2) Derwin James, Los Angeles Chargers
When the head coach of the team talks about surrounding Derwin James with defensive talent like he’s the quarterback of the defense, you know he’s an exceptional talent.
James is a freaky athlete who can play the same role we’ve seen from Jamal Adams in New York and Seattle at times, but at a level in coverage that Adams could only dream of accomplishing. That’s not meant to diminish the Seahawks’ safety; he played on the back end more often in 2021 and didn’t look nearly as bad as social media would tell you. This has more to do with James’ abilities.

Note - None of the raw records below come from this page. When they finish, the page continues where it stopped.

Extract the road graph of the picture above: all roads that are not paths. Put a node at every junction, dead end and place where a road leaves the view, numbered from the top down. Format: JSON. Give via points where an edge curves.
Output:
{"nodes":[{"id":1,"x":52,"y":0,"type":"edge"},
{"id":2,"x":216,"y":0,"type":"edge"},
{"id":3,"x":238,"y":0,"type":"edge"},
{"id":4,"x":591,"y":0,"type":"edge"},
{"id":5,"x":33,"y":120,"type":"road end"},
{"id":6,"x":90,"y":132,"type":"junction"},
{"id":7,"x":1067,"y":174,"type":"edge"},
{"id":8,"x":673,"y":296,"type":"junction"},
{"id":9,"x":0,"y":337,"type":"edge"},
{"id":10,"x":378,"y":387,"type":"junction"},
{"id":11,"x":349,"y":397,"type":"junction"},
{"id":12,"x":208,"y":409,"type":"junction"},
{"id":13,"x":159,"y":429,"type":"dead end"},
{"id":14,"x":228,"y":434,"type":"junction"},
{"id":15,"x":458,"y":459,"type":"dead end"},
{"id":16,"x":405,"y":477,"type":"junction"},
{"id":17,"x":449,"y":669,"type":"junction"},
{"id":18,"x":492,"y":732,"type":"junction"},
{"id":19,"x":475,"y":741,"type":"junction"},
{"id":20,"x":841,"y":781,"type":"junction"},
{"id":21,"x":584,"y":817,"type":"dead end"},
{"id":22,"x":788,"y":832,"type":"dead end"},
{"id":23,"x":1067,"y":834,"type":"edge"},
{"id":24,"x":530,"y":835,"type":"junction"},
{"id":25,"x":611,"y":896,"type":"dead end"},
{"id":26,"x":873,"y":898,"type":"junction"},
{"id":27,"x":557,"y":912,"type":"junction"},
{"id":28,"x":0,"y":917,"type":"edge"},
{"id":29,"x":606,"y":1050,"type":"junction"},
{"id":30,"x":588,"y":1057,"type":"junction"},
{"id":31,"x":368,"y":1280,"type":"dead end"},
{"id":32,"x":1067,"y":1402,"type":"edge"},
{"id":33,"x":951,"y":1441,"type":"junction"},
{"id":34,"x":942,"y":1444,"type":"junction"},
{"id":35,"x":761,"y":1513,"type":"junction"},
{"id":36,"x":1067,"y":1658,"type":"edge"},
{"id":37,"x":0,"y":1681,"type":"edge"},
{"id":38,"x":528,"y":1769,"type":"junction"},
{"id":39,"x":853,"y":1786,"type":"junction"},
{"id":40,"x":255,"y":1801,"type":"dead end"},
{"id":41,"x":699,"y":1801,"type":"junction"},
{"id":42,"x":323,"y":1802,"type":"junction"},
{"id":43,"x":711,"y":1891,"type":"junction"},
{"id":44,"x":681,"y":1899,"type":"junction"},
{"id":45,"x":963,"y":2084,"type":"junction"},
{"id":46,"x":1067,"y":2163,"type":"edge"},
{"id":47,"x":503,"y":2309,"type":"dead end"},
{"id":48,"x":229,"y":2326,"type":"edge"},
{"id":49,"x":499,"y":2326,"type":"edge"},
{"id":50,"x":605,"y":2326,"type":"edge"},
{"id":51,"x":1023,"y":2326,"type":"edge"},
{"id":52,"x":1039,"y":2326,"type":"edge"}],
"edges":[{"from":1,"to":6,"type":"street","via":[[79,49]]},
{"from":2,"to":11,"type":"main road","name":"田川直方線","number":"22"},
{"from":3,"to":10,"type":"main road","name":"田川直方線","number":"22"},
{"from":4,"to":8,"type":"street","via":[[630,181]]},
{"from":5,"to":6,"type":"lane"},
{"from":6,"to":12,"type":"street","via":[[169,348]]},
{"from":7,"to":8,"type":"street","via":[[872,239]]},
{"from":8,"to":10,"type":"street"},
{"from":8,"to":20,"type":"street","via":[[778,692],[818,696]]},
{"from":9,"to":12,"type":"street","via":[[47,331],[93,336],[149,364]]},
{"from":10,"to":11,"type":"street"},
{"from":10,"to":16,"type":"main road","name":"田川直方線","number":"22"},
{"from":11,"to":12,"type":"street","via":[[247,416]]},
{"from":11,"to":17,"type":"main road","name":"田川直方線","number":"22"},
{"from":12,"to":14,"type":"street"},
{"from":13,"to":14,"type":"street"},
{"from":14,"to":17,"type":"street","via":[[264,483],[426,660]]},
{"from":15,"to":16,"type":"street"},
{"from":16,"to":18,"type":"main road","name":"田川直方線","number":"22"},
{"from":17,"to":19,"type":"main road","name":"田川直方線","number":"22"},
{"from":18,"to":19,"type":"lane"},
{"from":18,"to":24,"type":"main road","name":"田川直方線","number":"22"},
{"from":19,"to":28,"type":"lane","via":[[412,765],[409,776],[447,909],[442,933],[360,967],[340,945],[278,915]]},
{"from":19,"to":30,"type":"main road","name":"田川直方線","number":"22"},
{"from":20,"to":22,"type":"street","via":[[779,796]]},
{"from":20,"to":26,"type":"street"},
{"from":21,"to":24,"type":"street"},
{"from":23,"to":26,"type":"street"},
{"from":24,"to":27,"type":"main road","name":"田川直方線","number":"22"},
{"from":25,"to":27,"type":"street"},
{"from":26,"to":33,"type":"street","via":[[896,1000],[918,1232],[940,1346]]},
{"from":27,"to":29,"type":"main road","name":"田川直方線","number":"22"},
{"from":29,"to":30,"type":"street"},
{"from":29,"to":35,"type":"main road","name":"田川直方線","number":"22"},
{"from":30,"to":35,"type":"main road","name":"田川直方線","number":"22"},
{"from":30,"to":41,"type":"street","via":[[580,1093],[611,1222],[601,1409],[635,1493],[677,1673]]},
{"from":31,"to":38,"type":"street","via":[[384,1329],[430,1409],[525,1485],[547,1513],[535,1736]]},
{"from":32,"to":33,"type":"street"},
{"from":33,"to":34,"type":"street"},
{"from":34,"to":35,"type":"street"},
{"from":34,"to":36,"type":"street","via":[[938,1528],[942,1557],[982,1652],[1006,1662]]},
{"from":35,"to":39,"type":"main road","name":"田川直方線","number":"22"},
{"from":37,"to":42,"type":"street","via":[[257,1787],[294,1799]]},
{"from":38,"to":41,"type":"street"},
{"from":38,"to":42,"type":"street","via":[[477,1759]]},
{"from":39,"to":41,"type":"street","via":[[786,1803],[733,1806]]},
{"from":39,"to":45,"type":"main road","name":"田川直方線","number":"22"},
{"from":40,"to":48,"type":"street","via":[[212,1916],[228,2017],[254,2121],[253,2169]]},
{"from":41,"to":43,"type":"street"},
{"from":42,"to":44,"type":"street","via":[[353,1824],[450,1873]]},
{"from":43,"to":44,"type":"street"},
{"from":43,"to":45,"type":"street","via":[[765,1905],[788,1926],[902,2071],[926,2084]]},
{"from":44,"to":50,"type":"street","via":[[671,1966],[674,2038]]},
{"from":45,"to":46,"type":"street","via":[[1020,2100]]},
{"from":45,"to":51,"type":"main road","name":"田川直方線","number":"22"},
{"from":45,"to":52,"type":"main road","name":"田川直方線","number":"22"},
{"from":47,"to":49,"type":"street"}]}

James is the Micah Parsons of defensive backs. He’s formidable in the box, can match up with receivers in the slot, and has the cognition of a free safety on the back end. Brandon Staley’s defense gives him a lot of freedom in aligning James anywhere situationally.
3) Jessie Bates III, Cincinnati Bengals
Jessie Bates III might have his massive long-term deal as the highest-paid safety in the NFL had he replicated his 2020 season throughout the entirety of 2021. However, the Bengals organization isn’t known to throw money around.
The elite version of Bates returned in the postseason. He again showed why he was the top safety on the list heading into 2021. His interception against Ryan Tannehill was a perfect storm of film study breeding route concept recognition, the confidence to trigger downhill without deep help, and the athleticism to beat the throw.
While Bates isn’t the tackler Byard is, when Bates is playing to his potential, there isn’t a better single-high free safety option in the NFL. He’s the league’s best.
4) Budda Baker, Arizona Cardinals
In addition to possessing an elite name and number, Budda Baker has finally cemented himself as one of the league’s elite safeties. Despite his diminutive stature, Baker’s ability to defend the alley playing from both the slot and on the back end in split-safety looks makes him a versatile weapon on an understaffed Cardinals defense.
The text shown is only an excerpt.